Hetherington joined the LPGA Tour in 1997, making the cut in 25 of the 28 tournaments she played that year. Her greatest year to date was 2003, when she won twice (earning back-to-back titles for the second time in her career), finished in the top ten 11 times and earned over $900,000 in prize money. She won eight tournaments on the LPGA Tour, the last coming in 2003.

Hetherington married former Australian Test cricketer Greg Ritchie in January 2009. Both Hetherington and Ritchie live in Florida, United States. She is active in promoting awareness for breast cancer research.

==Professional wins (11)==
===LPGA Tour wins (8)===

| No. | Date | Tournament | Winning score | Margin of victory | Runner(s)-up |
|---|---|---|---|---|---|
| 1 | 27 Sep 1998 | First Union Betsy King Classic | −14 (69-66-70-69=274) | Playoff | SWE Annika Sörenstam |
| 2 | 25 Apr 1999 | Chick-fil-A Charity Championship | −12 (67-67-70=204) | Playoff | CAN Lorie Kane |
| 3 | 2 May 1999 | City of Hope Myrtle Beach Classic | −7 (69-68=137) | 1 stroke | SWE Helen Alfredsson USA Leta Lindley AUS Karrie Webb |
| 4 | 16 Jun 2001 | Evian Masters^{1} | −15 (71-68-66-68=273) | 1 stroke | SWE Maria Hjorth |
| 5 | 17 Mar 2002 | PING Banner Health | −7 (70-69-71-71=281) | Playoff | SWE Annika Sörenstam |
| 6 | 14 Jul 2002 | Jamie Farr Kroger Classic | −14 (67-73-64-66=270) | 2 strokes | USA Beth Bauer |
| 7 | 15 Jun 2003 | Giant Eagle LPGA Classic | −12 (70-65-69=204) | Playoff | CAN Lorie Kane PHL Jennifer Rosales SWE Annika Sörenstam |
| 8 | 22 Jun 2003 | Wegmans Rochester LPGA | −11 (69-68-72-68=277) | 4 strokes | MEX Lorena Ochoa |

LPGA Tour playoff record (4–1)

| No. | Year | Tournament | Opponent(s) | Result |
|---|---|---|---|---|
| 1 | 1998 | First Union Betsy King Classic | SWE Annika Sörenstam | Won with birdie on first extra hole |
| 2 | 1999 | Chick-fil-A Charity Championship | CAN Lori Kane | Won with birdie on first extra hole |
| 3 | 2000 | Jamie Farr Kroger Classic | SWE Annika Sörenstam | Lost to birdie on second extra hole |
| 4 | 2002 | PING Banner Health | SWE Annika Sörenstam | Won with birdie on second extra hole |
| 5 | 2003 | Giant Eagle LPGA Classic | CAN Lorie Kane PHL Jennifer Rosales SWE Annika Sörenstam | Won with birdie on third extra hole |

Source:

===Ladies European Tour wins (3)===
- 1995 Maredo German Open, La Manga Spanish Open
- 2001 Evian Masters^{1}

===Other wins (1)===
- 2000 Women's World Cup of Golf (with Karrie Webb)

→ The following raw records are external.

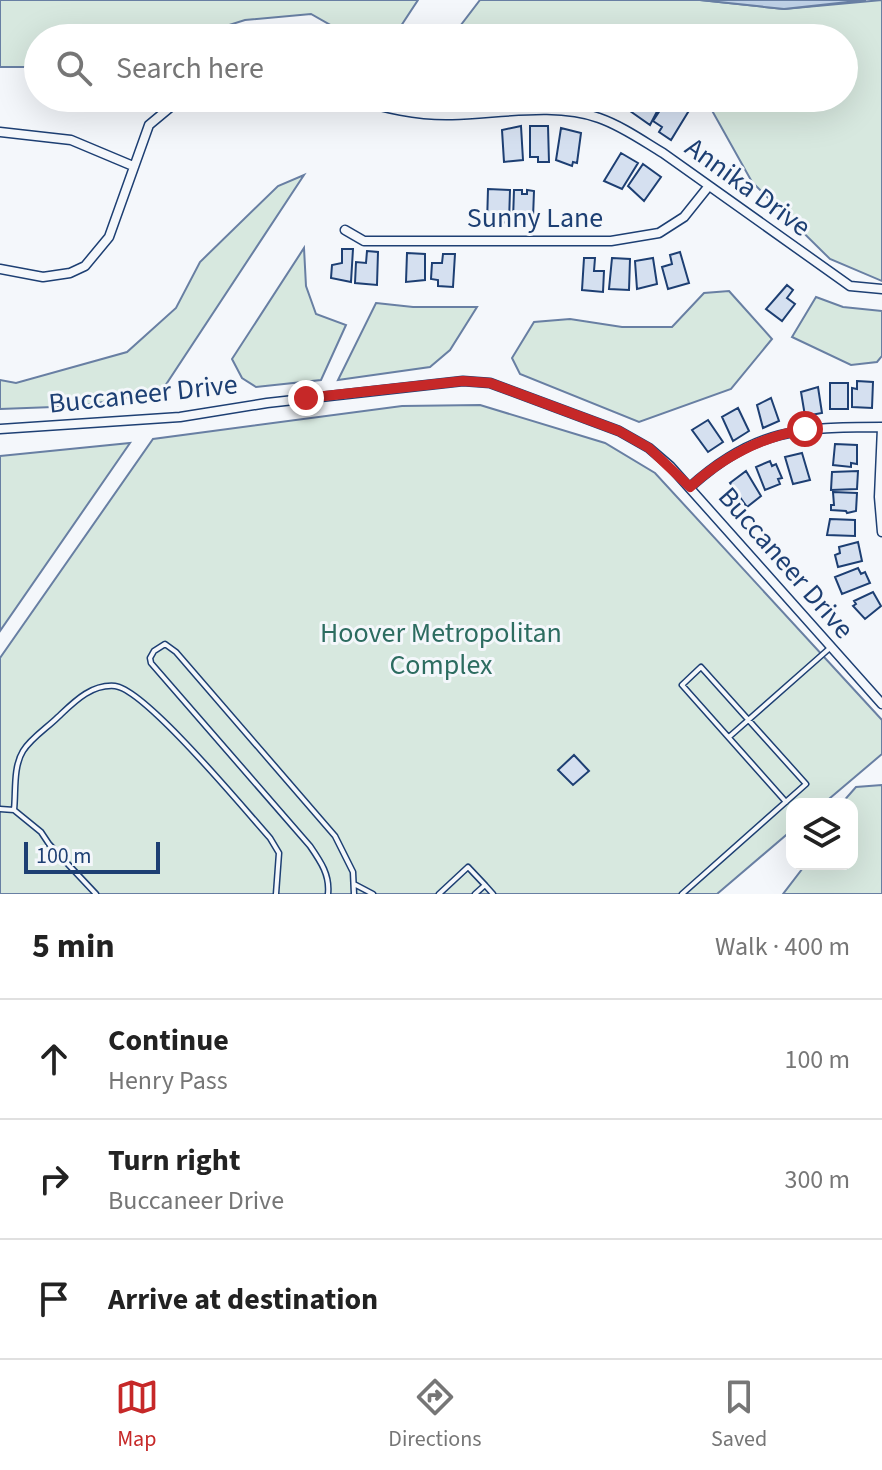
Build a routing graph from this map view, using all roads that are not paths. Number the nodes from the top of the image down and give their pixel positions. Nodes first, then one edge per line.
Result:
1 (165, 112) edge
2 (408, 112) edge
3 (497, 112) edge
4 (548, 112) edge
5 (0, 132) edge
6 (133, 166) junction
7 (708, 187) junction
8 (345, 230) dead end
9 (0, 269) edge
10 (882, 289) edge
11 (882, 428) edge
12 (0, 429) edge
13 (690, 487) junction
14 (882, 532) edge
15 (831, 647) junction
16 (882, 704) edge
17 (748, 720) junction
18 (729, 737) junction
19 (790, 798) edge
20 (786, 802) joint
21 (0, 809) edge
22 (14, 810) junction
23 (354, 884) junction
24 (485, 885) junction
25 (96, 894) edge
26 (276, 894) edge
27 (328, 894) edge
28 (354, 894) edge
29 (373, 894) edge
30 (439, 894) edge
31 (475, 894) edge
32 (493, 894) edge
33 (682, 894) edge

1 - 6 street
2 - 3 street, Annika Drive
4 - 7 street, Annika Drive
5 - 6 street
6 - 9 street
7 - 8 street, Sunny Lane
7 - 10 street, Annika Drive
11 - 13 street
11 - 14 street
12 - 13 street, Buccaneer Drive
13 - 15 street, Buccaneer Drive
15 - 16 street, Buccaneer Drive
15 - 17 lane
17 - 18 lane
17 - 18 lane
17 - 19 lane
18 - 20 lane
20 - 33 lane
21 - 22 lane
22 - 25 lane
22 - 26 lane
23 - 27 lane
23 - 28 lane
23 - 29 lane
24 - 30 lane
24 - 31 lane
24 - 32 lane

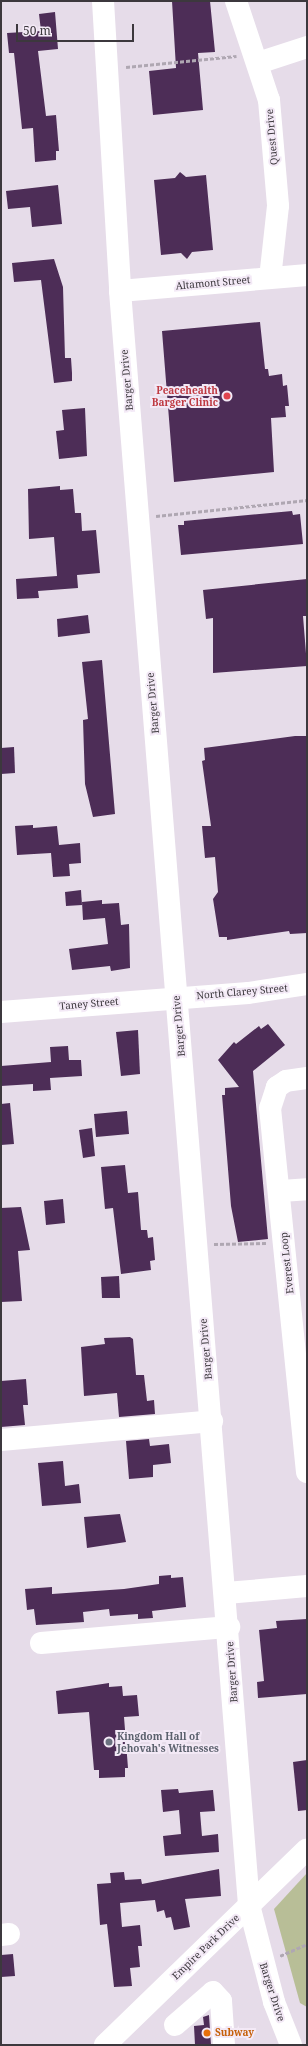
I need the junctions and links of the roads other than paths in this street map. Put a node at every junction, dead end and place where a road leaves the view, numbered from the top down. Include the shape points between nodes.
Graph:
1 (104, 1) edge
2 (236, 1) edge
3 (307, 47) edge
4 (255, 56) junction
5 (307, 275) edge
6 (270, 278) junction
7 (120, 291) junction
8 (307, 984) edge
9 (176, 997) junction
10 (1, 1012) edge
11 (307, 1078) edge
12 (307, 1189) edge
13 (281, 1191) junction
14 (302, 1362) edge
15 (212, 1421) junction
16 (1, 1440) edge
17 (307, 1472) edge
18 (307, 1586) edge
19 (226, 1593) junction
20 (229, 1627) junction
21 (41, 1643) dead end
22 (307, 1849) edge
23 (249, 1905) junction
24 (175, 2025) dead end
25 (105, 2045) edge
26 (224, 2045) edge
27 (291, 2045) edge

1 - 7 main road, Barger Drive
2 - 4 main road, Quest Drive
3 - 4 main road
4 - 6 main road, Quest Drive via 269,100 278,206
5 - 6 main road, Altamont Street
6 - 7 main road, Altamont Street
7 - 9 main road, Barger Drive
8 - 9 main road, North Clarey Street via 248,993
9 - 10 main road, Taney Street
9 - 15 main road, Barger Drive
11 - 13 main road, Everest Loop via 286,1081 276,1087 272,1096
12 - 13 main road
13 - 14 main road, Everest Loop via 284,1244
14 - 17 main road, Everest Loop
15 - 16 main road
15 - 19 main road, Barger Drive
18 - 19 main road
19 - 20 main road, Barger Drive
20 - 21 main road
20 - 23 main road, Barger Drive
22 - 23 main road, Empire Park Drive
23 - 25 main road, Empire Park Drive
23 - 27 main road, Barger Drive via 264,1966
24 - 26 main road via 213,1992 221,2001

^{1} Co-sanctioned by LPGA Tour and Ladies European Tour

==Results in LPGA majors==

| Tournament | 1997 | 1998 | 1999 | 2000 |
|---|---|---|---|---|
| Kraft Nabisco Championship |  | T59 | T21 | T62 |
| LPGA Championship | T60 | T30 | T42 | CUT |
| U.S. Women's Open | CUT |  | T53 | CUT |
| du Maurier Classic | T16 |  |  | T16 |

| Tournament | 2001 | 2002 | 2003 | 2004 | 2005 | 2006 | 2007 | 2008 | 2009 | 2010 |
|---|---|---|---|---|---|---|---|---|---|---|
| Kraft Nabisco Championship | T2 | T65 | T48 | T35 | T39 | T42 | CUT | T31 | T56 |  |
| LPGA Championship | T17 | T15 | T3 | T49 | T42 | T34 | T59 | T46 | CUT | CUT |
| U.S. Women's Open | CUT | T12 | T13 | T10 | T31 | T8 | CUT | T42 | CUT |  |
| Women's British Open ^ | CUT | T18 | T46 | 2 | T42 | 69 | T55 | T69 |  |  |

^ The Women's British Open replaced the du Maurier Classic as an LPGA major in 2001.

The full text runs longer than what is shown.